-- Extracted material follows --

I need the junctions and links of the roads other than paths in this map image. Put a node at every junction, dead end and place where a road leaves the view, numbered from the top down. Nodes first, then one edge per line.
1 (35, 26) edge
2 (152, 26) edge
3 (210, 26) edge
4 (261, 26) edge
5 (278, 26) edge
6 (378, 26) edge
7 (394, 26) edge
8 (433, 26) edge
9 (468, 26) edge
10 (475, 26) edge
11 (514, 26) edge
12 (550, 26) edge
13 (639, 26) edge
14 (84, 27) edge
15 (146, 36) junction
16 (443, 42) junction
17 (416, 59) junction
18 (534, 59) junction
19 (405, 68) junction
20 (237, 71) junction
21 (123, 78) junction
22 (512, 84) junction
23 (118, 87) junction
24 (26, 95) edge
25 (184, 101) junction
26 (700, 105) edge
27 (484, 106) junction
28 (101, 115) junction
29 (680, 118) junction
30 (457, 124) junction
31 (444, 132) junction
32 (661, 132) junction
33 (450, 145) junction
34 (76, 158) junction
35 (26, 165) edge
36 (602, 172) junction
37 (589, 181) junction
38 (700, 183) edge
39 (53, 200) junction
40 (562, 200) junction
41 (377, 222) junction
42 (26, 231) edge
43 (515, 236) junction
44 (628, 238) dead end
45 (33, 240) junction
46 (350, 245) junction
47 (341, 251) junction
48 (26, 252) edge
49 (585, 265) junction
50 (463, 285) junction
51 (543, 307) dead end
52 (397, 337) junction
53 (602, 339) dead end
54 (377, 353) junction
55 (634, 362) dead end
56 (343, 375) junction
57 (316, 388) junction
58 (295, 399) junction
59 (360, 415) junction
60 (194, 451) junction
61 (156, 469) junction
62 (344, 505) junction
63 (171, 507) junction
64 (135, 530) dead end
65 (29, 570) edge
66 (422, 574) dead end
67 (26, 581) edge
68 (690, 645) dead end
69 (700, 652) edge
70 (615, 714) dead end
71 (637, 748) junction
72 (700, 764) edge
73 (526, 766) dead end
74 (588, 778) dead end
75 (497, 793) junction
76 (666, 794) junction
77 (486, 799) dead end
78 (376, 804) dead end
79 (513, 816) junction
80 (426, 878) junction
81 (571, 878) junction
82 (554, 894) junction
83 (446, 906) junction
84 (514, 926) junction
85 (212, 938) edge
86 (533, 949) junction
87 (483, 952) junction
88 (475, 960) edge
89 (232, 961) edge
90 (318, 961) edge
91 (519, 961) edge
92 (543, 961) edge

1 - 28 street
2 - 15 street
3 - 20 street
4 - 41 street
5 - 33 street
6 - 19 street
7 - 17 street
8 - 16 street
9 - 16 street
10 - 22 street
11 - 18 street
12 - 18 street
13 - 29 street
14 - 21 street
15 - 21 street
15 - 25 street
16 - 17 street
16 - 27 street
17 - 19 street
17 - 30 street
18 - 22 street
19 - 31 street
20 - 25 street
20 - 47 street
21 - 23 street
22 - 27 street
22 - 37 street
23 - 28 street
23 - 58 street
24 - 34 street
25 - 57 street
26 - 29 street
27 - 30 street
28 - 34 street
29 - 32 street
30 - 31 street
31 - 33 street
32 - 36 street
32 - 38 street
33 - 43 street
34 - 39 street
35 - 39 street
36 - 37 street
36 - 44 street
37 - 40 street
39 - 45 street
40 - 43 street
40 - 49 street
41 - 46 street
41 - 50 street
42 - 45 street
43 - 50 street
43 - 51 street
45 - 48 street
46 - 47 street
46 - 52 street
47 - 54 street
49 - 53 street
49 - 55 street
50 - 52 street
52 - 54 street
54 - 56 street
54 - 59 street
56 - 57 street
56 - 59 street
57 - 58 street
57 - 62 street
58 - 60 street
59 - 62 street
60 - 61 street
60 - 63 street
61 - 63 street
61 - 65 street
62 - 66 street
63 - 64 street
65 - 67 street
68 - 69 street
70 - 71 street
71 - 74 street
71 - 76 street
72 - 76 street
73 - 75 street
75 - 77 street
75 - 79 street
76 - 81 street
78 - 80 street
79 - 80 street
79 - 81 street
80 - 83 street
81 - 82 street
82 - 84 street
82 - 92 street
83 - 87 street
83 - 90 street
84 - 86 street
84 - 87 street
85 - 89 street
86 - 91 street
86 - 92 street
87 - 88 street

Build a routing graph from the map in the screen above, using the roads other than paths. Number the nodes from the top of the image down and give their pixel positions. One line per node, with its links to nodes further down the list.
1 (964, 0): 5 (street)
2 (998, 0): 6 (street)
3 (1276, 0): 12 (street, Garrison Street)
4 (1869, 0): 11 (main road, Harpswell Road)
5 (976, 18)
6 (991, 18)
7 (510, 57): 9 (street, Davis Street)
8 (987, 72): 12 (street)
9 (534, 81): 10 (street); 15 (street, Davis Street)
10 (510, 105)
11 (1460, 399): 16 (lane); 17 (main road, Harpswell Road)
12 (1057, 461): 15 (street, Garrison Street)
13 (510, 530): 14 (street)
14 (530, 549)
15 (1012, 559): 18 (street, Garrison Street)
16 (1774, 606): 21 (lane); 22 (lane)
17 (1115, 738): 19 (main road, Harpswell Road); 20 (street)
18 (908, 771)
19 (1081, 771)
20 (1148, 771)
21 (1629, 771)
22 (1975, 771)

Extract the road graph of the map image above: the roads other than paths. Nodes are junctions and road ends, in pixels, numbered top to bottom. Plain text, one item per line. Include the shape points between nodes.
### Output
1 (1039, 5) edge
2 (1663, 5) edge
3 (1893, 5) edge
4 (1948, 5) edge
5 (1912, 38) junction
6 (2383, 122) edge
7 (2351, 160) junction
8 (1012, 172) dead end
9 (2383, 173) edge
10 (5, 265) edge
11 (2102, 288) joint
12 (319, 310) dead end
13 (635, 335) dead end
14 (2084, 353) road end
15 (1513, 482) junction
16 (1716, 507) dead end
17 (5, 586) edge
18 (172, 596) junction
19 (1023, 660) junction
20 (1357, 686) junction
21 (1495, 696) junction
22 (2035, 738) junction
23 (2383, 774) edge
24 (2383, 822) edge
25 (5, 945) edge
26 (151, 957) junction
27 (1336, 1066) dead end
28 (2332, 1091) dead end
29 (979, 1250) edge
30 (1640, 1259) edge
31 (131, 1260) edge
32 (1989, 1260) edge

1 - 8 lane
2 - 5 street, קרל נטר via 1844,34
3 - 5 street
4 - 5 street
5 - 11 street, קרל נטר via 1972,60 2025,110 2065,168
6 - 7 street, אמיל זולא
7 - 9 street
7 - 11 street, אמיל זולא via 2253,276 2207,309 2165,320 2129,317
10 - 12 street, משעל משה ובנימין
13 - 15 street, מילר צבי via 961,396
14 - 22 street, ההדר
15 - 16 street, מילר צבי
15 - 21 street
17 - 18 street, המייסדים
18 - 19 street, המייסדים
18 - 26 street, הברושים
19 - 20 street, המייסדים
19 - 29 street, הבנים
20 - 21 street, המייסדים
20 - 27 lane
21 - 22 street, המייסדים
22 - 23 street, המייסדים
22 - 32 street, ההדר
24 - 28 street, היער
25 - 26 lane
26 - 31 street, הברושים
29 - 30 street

-- Extracted material concluded --

Exercise requirements. Set every record down again exactly as written.

Written solution.
I need the junctions and links of the roads other than paths in this map image. Put a node at every junction, dead end and place where a road leaves the view, numbered from the top down. Nodes first, then one edge per line.
1 (35, 26) edge
2 (152, 26) edge
3 (210, 26) edge
4 (261, 26) edge
5 (278, 26) edge
6 (378, 26) edge
7 (394, 26) edge
8 (433, 26) edge
9 (468, 26) edge
10 (475, 26) edge
11 (514, 26) edge
12 (550, 26) edge
13 (639, 26) edge
14 (84, 27) edge
15 (146, 36) junction
16 (443, 42) junction
17 (416, 59) junction
18 (534, 59) junction
19 (405, 68) junction
20 (237, 71) junction
21 (123, 78) junction
22 (512, 84) junction
23 (118, 87) junction
24 (26, 95) edge
25 (184, 101) junction
26 (700, 105) edge
27 (484, 106) junction
28 (101, 115) junction
29 (680, 118) junction
30 (457, 124) junction
31 (444, 132) junction
32 (661, 132) junction
33 (450, 145) junction
34 (76, 158) junction
35 (26, 165) edge
36 (602, 172) junction
37 (589, 181) junction
38 (700, 183) edge
39 (53, 200) junction
40 (562, 200) junction
41 (377, 222) junction
42 (26, 231) edge
43 (515, 236) junction
44 (628, 238) dead end
45 (33, 240) junction
46 (350, 245) junction
47 (341, 251) junction
48 (26, 252) edge
49 (585, 265) junction
50 (463, 285) junction
51 (543, 307) dead end
52 (397, 337) junction
53 (602, 339) dead end
54 (377, 353) junction
55 (634, 362) dead end
56 (343, 375) junction
57 (316, 388) junction
58 (295, 399) junction
59 (360, 415) junction
60 (194, 451) junction
61 (156, 469) junction
62 (344, 505) junction
63 (171, 507) junction
64 (135, 530) dead end
65 (29, 570) edge
66 (422, 574) dead end
67 (26, 581) edge
68 (690, 645) dead end
69 (700, 652) edge
70 (615, 714) dead end
71 (637, 748) junction
72 (700, 764) edge
73 (526, 766) dead end
74 (588, 778) dead end
75 (497, 793) junction
76 (666, 794) junction
77 (486, 799) dead end
78 (376, 804) dead end
79 (513, 816) junction
80 (426, 878) junction
81 (571, 878) junction
82 (554, 894) junction
83 (446, 906) junction
84 (514, 926) junction
85 (212, 938) edge
86 (533, 949) junction
87 (483, 952) junction
88 (475, 960) edge
89 (232, 961) edge
90 (318, 961) edge
91 (519, 961) edge
92 (543, 961) edge

1 - 28 street
2 - 15 street
3 - 20 street
4 - 41 street
5 - 33 street
6 - 19 street
7 - 17 street
8 - 16 street
9 - 16 street
10 - 22 street
11 - 18 street
12 - 18 street
13 - 29 street
14 - 21 street
15 - 21 street
15 - 25 street
16 - 17 street
16 - 27 street
17 - 19 street
17 - 30 street
18 - 22 street
19 - 31 street
20 - 25 street
20 - 47 street
21 - 23 street
22 - 27 street
22 - 37 street
23 - 28 street
23 - 58 street
24 - 34 street
25 - 57 street
26 - 29 street
27 - 30 street
28 - 34 street
29 - 32 street
30 - 31 street
31 - 33 street
32 - 36 street
32 - 38 street
33 - 43 street
34 - 39 street
35 - 39 street
36 - 37 street
36 - 44 street
37 - 40 street
39 - 45 street
40 - 43 street
40 - 49 street
41 - 46 street
41 - 50 street
42 - 45 street
43 - 50 street
43 - 51 street
45 - 48 street
46 - 47 street
46 - 52 street
47 - 54 street
49 - 53 street
49 - 55 street
50 - 52 street
52 - 54 street
54 - 56 street
54 - 59 street
56 - 57 street
56 - 59 street
57 - 58 street
57 - 62 street
58 - 60 street
59 - 62 street
60 - 61 street
60 - 63 street
61 - 63 street
61 - 65 street
62 - 66 street
63 - 64 street
65 - 67 street
68 - 69 street
70 - 71 street
71 - 74 street
71 - 76 street
72 - 76 street
73 - 75 street
75 - 77 street
75 - 79 street
76 - 81 street
78 - 80 street
79 - 80 street
79 - 81 street
80 - 83 street
81 - 82 street
82 - 84 street
82 - 92 street
83 - 87 street
83 - 90 street
84 - 86 street
84 - 87 street
85 - 89 street
86 - 91 street
86 - 92 street
87 - 88 street

Build a routing graph from the map in the screen above, using the roads other than paths. Number the nodes from the top of the image down and give their pixel positions. One line per node, with its links to nodes further down the list.
1 (964, 0): 5 (street)
2 (998, 0): 6 (street)
3 (1276, 0): 12 (street, Garrison Street)
4 (1869, 0): 11 (main road, Harpswell Road)
5 (976, 18)
6 (991, 18)
7 (510, 57): 9 (street, Davis Street)
8 (987, 72): 12 (street)
9 (534, 81): 10 (street); 15 (street, Davis Street)
10 (510, 105)
11 (1460, 399): 16 (lane); 17 (main road, Harpswell Road)
12 (1057, 461): 15 (street, Garrison Street)
13 (510, 530): 14 (street)
14 (530, 549)
15 (1012, 559): 18 (street, Garrison Street)
16 (1774, 606): 21 (lane); 22 (lane)
17 (1115, 738): 19 (main road, Harpswell Road); 20 (street)
18 (908, 771)
19 (1081, 771)
20 (1148, 771)
21 (1629, 771)
22 (1975, 771)

Extract the road graph of the map image above: the roads other than paths. Nodes are junctions and road ends, in pixels, numbered top to bottom. Plain text, one item per line. Include the shape points between nodes.
### Output
1 (1039, 5) edge
2 (1663, 5) edge
3 (1893, 5) edge
4 (1948, 5) edge
5 (1912, 38) junction
6 (2383, 122) edge
7 (2351, 160) junction
8 (1012, 172) dead end
9 (2383, 173) edge
10 (5, 265) edge
11 (2102, 288) joint
12 (319, 310) dead end
13 (635, 335) dead end
14 (2084, 353) road end
15 (1513, 482) junction
16 (1716, 507) dead end
17 (5, 586) edge
18 (172, 596) junction
19 (1023, 660) junction
20 (1357, 686) junction
21 (1495, 696) junction
22 (2035, 738) junction
23 (2383, 774) edge
24 (2383, 822) edge
25 (5, 945) edge
26 (151, 957) junction
27 (1336, 1066) dead end
28 (2332, 1091) dead end
29 (979, 1250) edge
30 (1640, 1259) edge
31 (131, 1260) edge
32 (1989, 1260) edge

1 - 8 lane
2 - 5 street, קרל נטר via 1844,34
3 - 5 street
4 - 5 street
5 - 11 street, קרל נטר via 1972,60 2025,110 2065,168
6 - 7 street, אמיל זולא
7 - 9 street
7 - 11 street, אמיל זולא via 2253,276 2207,309 2165,320 2129,317
10 - 12 street, משעל משה ובנימין
13 - 15 street, מילר צבי via 961,396
14 - 22 street, ההדר
15 - 16 street, מילר צבי
15 - 21 street
17 - 18 street, המייסדים
18 - 19 street, המייסדים
18 - 26 street, הברושים
19 - 20 street, המייסדים
19 - 29 street, הבנים
20 - 21 street, המייסדים
20 - 27 lane
21 - 22 street, המייסדים
22 - 23 street, המייסדים
22 - 32 street, ההדר
24 - 28 street, היער
25 - 26 lane
26 - 31 street, הברושים
29 - 30 street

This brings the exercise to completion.